Usually I can shake it off in a few days...but not this time. I literally spent almost my entire days in bed for 7 days!
Then I attempted to be better and  act myself for another 3 days, failing miserably. I would manage to make it until about 2 pm and then have to crawl into bed and take a long nap.

Needless to say, not much happened here for a couple of weeks other than the basics. I am ever so grateful that Indiana can manage the cows and did ALL my milking while I was inside a warm house.

My ambitious list of projects and activities have been pushed aside until I get my house back in order and school work caught up.

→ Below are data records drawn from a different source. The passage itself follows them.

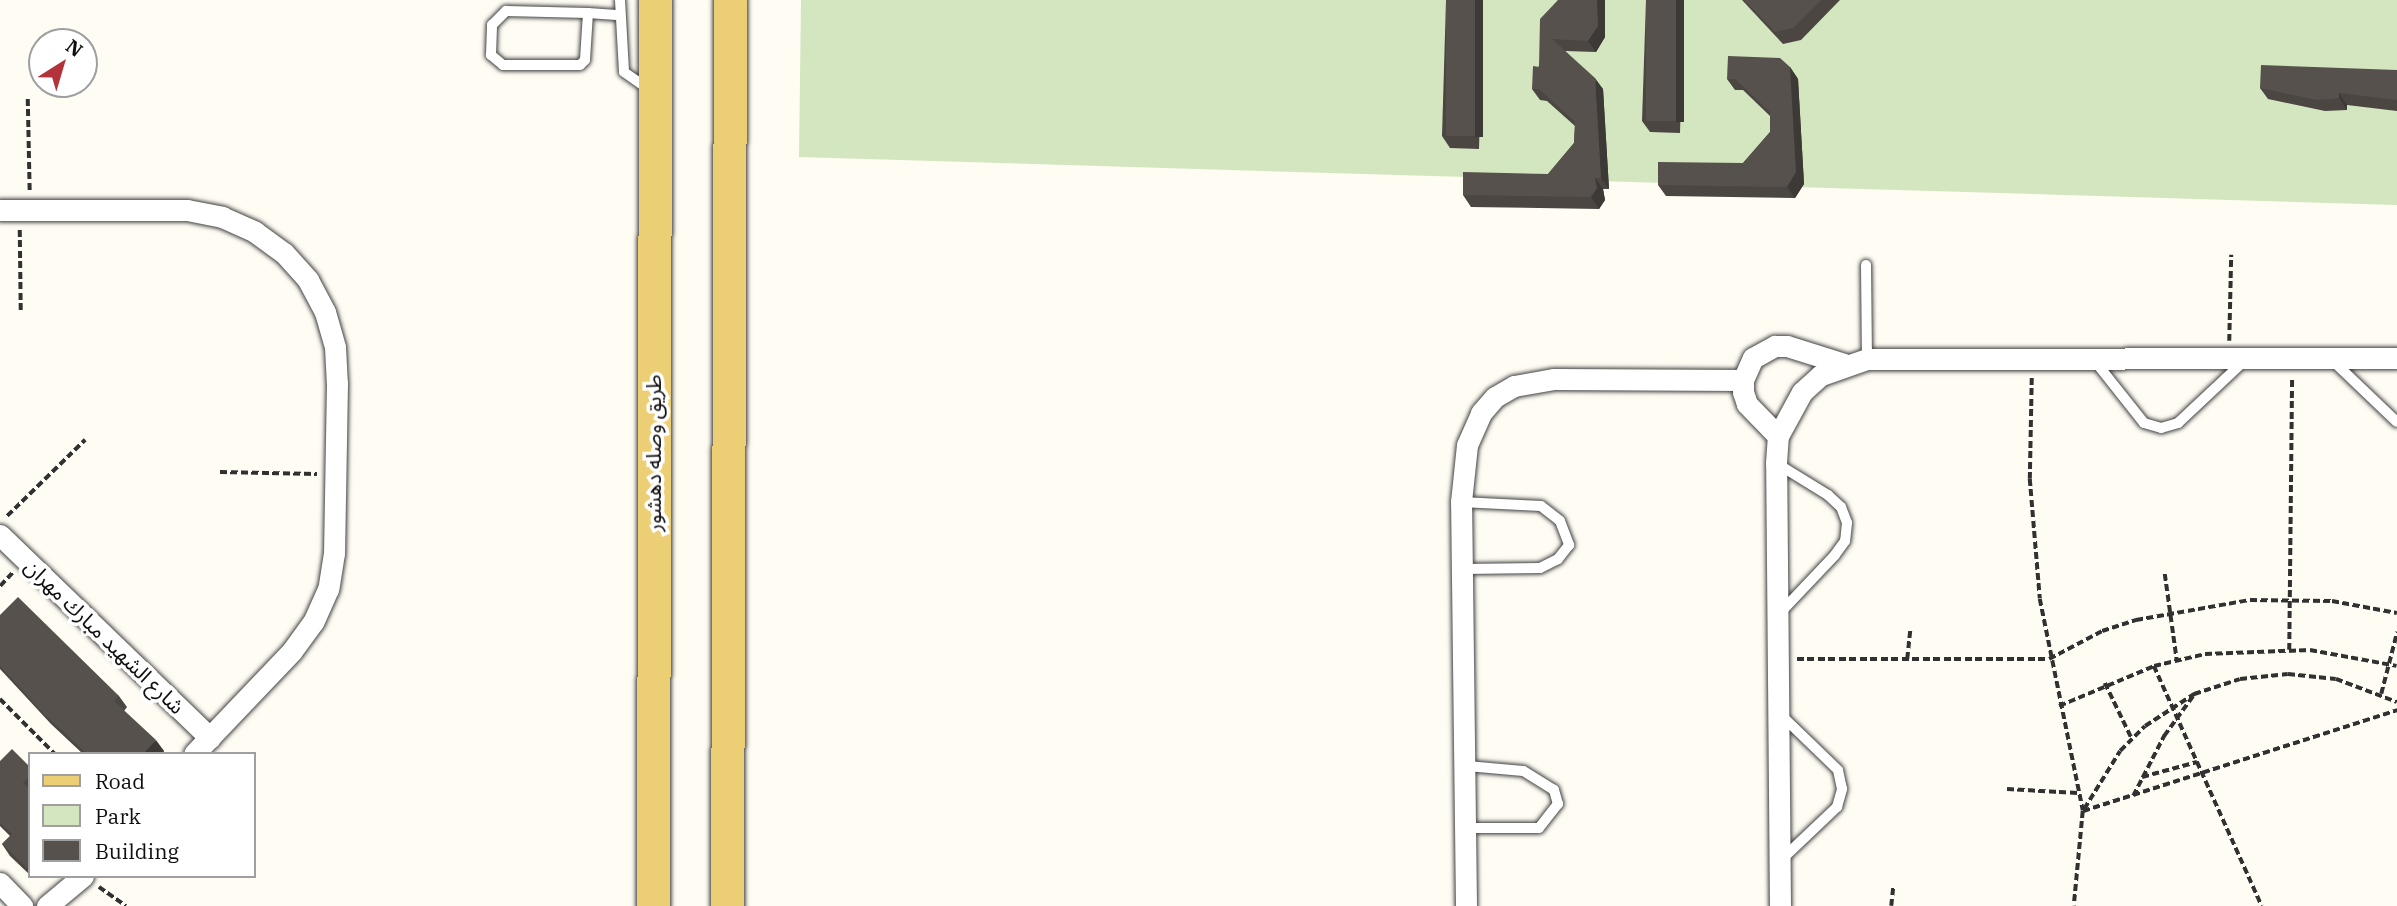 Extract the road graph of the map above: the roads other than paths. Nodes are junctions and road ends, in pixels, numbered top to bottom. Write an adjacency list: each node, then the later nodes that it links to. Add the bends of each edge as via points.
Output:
1 (501, 0): 5 (lane)
2 (620, 0): 7 (lane)
3 (654, 0): 8 (main road, طريق وصله دهشور)
4 (730, 0): 36 (main road)
5 (501, 13): 6 (lane); 6 (lane, via 492,24 491,55 508,66 583,64)
6 (588, 13): 7 (lane)
7 (620, 15): 8 (lane, via 624,72)
8 (653, 92): 35 (main road, طريق وصله دهشور)
9 (17, 210): 26 (street, via 187,210 222,217 255,232 284,253 314,291 334,347 337,475 328,589 313,622)
10 (1866, 265): 14 (lane)
11 (2093, 358): 14 (street); 15 (street); 15 (lane, via 2144,423 2161,428 2178,424)
12 (2331, 358): 13 (street); 15 (street); 18 (lane)
13 (2397, 358)
14 (1867, 359): 16 (street)
15 (2237, 360)
16 (1844, 364): 17 (street, via 1774,346 1753,358); 19 (street, via 1802,391)
17 (1742, 380): 19 (street, via 1746,404); 21 (street, via 1554,379 1514,386 1494,397 1481,413 1467,445)
18 (2397, 422)
19 (1779, 436): 20 (street)
20 (1776, 463): 24 (street); 24 (lane, via 1828,495 1841,507 1847,523 1845,541 1835,555)
21 (1461, 502): 23 (street); 23 (lane, via 1541,506 1560,521 1569,545 1558,559 1540,568)
22 (0, 535): 26 (street, شارع الشهيد مبارك مهران)
23 (1464, 569): 28 (street)
24 (1777, 616): 25 (street)
25 (1778, 712): 30 (street); 30 (lane, via 1838,770 1842,789 1837,807)
26 (210, 738): 27 (street)
27 (196, 752)
28 (1467, 766): 29 (street); 29 (lane, via 1524,771 1554,790 1558,804 1539,828)
29 (1466, 828): 37 (street)
30 (1780, 861): 38 (street)
31 (81, 878): 34 (street)
32 (0, 884): 33 (street)
33 (22, 906)
34 (47, 906)
35 (653, 906)
36 (727, 906)
37 (1466, 906)
38 (1780, 906)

Today we had hoped to see some snow. Yes I hoped for the white stuff. If it is going to be cold, at least give us something pretty outside.

Instead we got sleet and rain. Unfortunately there are several more weeks of winter, so we might still get some snow...a rare sight in Georgia.

We had issues this morning with the milk pump being frozen. Literally, it froze up. Indiana and I found a brood lamp and hung it above the pump to keep it warm tonight. Tomorrow it should work more smoothly.

This winter we have really gone through the hay! I am hoping we can last winter, but we might find ourselves buying some hay from a farmer down the road.
I have been trying to keep the girls extra full and Lucy is starting to look and act more like herself.

We spent a great deal of time outside today moving the hens and breaking ice in water troughs. I admit that it felt good to be back outside and helping with chores. Life is getting back to normal around here.

I even found time to take pictures with my babies. This is Chance. She's still a bit camera shy, but she's getting better.

Happy Hump Day Ya'll!!!

Friday, January 8, 2016


She came to the farm as my first milking cow. I bought her from a commercial dairy North of here in Tennessee. She was being culled, at the age of nine, and was surely headed to the slaughter house had I not decided she would be a perfect first cow.

I was right. Lucy had a great deal of age, but she also had a great deal of patience. She is a "been there, done that" type of cow. Each calving with her has taught me how things can go well or not so well. She has had 3 babies here. She has been my very favorite cow since we started this milking cow adventure.

Today she looks very thin. She staggers slowly into the milking barn. She has steadily lost weight these last 2 weeks, and the rain and cold has not been helpful.

Today she looks old, like a soon to be 14 year old milk cow.

We bring her in to be milked but instead decide to not milk her. We scratch her ears, feed her a bucket of food and brush her wintery coat smooth.

This evening we do the same. We bring her in, scratch her ears, give her a full feed bucket and brush her light brown coat.

We tell her how special she is to us. We tell her she is a good girl. A most favorite boss cow.

We remind her that spring will be here in a few short months. The grass will be thick and green and the sun will be plentiful and warm.

We scratch her neck and turn her back out to pasture with her bovine companions.

She staggers out, looking a bit more full and content. Her coat smooth and shiny.

She meets up with the others and they spend the evening grazing and then resting. Tomorrow I hope she feels less old and that she staggers less. We will continue to feed her extra and keep her brushed and scratched. Maybe spring will arrive early.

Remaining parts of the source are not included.